=== Task details ===
Your answer should consist solely of the lines from the one containing "middle pip: (260, 201)" through the end of the entries below, duplicated exactly.

=== Information shown ===
BEGIN
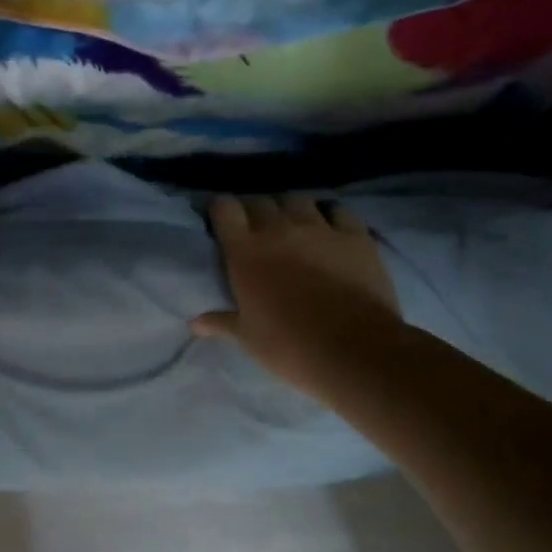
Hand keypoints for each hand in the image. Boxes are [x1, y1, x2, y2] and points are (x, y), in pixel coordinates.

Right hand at [193, 195, 400, 394]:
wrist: (355, 351)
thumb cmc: (290, 346)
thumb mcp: (248, 338)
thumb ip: (222, 322)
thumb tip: (195, 324)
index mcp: (245, 251)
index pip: (224, 208)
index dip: (222, 211)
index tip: (223, 222)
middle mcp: (278, 229)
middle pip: (260, 201)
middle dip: (255, 211)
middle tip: (258, 231)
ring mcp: (319, 228)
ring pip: (298, 200)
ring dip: (291, 210)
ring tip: (294, 226)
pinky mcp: (355, 236)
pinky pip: (339, 211)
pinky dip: (332, 216)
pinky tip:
END
=== Task output ===
middle pip: (260, 201)
middle dip: (255, 211)
middle tip: (258, 231)
ring mcp: (319, 228)
ring pip: (298, 200)
ring dip: (291, 210)
ring tip: (294, 226)
pinky mcp: (355, 236)
pinky pip: (339, 211)
pinky dip: (332, 216)
pinky tip:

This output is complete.